:: Saved data entries ::
____________________
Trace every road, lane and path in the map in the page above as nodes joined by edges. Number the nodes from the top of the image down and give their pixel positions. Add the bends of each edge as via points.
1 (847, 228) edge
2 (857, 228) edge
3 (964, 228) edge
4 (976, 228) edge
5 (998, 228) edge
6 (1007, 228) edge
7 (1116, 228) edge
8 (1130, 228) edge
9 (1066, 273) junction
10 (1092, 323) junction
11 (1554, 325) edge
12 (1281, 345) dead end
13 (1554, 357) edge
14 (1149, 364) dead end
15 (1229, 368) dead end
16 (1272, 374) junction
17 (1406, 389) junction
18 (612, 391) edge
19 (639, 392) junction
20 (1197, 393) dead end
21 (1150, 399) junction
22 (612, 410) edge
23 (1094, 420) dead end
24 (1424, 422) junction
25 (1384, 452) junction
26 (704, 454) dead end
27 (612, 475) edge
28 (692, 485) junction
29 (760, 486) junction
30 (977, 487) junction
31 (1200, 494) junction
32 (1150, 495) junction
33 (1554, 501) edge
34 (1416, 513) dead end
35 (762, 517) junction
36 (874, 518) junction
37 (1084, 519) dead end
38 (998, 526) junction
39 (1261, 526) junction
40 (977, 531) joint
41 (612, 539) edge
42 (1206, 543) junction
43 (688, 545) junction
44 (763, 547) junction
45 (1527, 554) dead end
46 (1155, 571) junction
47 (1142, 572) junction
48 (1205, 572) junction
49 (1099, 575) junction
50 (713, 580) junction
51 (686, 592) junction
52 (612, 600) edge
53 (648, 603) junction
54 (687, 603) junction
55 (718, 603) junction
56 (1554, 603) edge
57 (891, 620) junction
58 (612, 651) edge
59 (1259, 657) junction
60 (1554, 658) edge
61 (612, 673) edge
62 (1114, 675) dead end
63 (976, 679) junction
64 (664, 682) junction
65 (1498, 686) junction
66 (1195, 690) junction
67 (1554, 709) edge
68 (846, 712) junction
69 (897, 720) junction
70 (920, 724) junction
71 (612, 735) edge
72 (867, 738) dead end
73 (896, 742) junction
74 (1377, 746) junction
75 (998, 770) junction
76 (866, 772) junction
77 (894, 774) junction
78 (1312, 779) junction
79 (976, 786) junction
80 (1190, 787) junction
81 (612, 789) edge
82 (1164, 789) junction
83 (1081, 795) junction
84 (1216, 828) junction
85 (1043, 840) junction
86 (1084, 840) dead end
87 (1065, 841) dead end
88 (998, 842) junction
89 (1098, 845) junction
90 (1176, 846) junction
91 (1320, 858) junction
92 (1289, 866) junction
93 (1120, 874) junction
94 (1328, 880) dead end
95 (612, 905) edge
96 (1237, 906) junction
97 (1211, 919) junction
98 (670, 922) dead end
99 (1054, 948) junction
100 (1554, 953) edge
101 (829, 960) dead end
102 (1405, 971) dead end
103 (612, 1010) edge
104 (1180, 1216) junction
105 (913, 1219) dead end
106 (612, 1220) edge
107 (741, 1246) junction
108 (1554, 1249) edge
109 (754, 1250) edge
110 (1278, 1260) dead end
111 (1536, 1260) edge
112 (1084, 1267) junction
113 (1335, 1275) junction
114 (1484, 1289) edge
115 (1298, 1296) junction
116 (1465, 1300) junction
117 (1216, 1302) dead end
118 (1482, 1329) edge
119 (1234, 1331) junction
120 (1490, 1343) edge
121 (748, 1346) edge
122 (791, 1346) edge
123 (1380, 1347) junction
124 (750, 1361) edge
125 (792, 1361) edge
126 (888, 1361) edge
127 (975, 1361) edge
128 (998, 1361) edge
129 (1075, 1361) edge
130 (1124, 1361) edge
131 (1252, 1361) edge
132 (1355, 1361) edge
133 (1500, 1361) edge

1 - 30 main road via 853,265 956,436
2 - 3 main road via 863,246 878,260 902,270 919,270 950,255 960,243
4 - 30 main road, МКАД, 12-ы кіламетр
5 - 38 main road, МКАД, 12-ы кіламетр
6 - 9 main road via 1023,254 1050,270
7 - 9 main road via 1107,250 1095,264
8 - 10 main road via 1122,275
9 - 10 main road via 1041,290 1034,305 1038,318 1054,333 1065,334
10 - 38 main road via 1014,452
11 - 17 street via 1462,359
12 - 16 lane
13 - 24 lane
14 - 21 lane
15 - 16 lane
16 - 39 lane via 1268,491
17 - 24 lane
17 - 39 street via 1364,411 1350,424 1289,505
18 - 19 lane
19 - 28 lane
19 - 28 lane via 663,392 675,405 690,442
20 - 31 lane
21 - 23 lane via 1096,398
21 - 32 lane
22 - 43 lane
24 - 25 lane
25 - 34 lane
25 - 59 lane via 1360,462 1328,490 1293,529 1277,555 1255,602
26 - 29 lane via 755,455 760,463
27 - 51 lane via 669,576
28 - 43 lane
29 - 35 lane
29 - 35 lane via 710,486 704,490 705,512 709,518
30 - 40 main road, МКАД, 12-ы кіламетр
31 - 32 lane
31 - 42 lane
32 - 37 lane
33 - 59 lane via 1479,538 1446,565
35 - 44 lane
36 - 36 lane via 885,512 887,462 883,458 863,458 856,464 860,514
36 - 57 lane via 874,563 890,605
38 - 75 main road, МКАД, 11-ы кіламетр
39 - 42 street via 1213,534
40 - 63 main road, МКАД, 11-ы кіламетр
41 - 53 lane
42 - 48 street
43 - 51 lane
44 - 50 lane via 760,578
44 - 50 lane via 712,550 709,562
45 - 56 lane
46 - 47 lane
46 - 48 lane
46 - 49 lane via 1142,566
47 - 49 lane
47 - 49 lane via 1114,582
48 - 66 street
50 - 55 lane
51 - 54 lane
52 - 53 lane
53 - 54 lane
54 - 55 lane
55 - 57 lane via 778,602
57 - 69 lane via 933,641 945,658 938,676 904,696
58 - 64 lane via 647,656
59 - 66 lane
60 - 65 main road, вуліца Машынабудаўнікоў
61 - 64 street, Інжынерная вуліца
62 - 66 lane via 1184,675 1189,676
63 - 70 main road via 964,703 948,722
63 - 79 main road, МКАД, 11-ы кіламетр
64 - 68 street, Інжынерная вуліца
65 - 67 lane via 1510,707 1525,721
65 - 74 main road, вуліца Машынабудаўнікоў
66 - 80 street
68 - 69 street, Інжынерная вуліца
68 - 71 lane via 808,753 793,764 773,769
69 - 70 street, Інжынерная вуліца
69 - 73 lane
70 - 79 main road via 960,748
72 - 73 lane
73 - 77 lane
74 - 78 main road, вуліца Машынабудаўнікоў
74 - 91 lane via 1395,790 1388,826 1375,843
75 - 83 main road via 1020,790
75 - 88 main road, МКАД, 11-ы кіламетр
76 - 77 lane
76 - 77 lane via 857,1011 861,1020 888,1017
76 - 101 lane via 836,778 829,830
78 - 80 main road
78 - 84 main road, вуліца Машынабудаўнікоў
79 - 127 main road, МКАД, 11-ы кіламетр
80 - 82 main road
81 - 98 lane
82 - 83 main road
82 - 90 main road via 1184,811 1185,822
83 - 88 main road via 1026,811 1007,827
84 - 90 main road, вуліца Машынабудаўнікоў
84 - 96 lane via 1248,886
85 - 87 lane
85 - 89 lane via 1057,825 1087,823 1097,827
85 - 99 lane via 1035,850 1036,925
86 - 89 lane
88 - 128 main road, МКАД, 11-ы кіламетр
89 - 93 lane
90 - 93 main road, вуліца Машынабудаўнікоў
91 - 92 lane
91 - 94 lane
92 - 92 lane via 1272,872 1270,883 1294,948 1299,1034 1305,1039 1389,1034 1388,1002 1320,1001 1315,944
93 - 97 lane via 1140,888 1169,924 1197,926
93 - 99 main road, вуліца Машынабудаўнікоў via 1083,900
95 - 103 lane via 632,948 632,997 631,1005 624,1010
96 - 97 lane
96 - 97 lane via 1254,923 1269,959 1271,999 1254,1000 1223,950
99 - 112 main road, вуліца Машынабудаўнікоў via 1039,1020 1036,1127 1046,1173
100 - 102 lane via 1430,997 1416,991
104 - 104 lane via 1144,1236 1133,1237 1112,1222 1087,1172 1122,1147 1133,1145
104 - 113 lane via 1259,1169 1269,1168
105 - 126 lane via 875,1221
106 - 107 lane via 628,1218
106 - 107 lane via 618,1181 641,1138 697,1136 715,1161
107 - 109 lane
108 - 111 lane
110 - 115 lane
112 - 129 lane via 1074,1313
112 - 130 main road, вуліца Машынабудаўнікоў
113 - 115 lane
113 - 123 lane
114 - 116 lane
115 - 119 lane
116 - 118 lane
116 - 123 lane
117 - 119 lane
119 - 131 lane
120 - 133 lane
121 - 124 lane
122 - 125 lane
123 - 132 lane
____________________
:: PROBLEM TO SOLVE ::
Pick each line holding the word "street" out of the data and copy it.

:: COMPLETED EXERCISE ::
11 - 17 street via 1462,359
17 - 39 street via 1364,411 1350,424 1289,505
39 - 42 street via 1213,534
42 - 48 street
48 - 66 street
61 - 64 street, Інжынерная вуліца
64 - 68 street, Інжынерная вуліца
66 - 80 street
68 - 69 street, Інжынерная вуліца
69 - 70 street, Інжынерная вуліца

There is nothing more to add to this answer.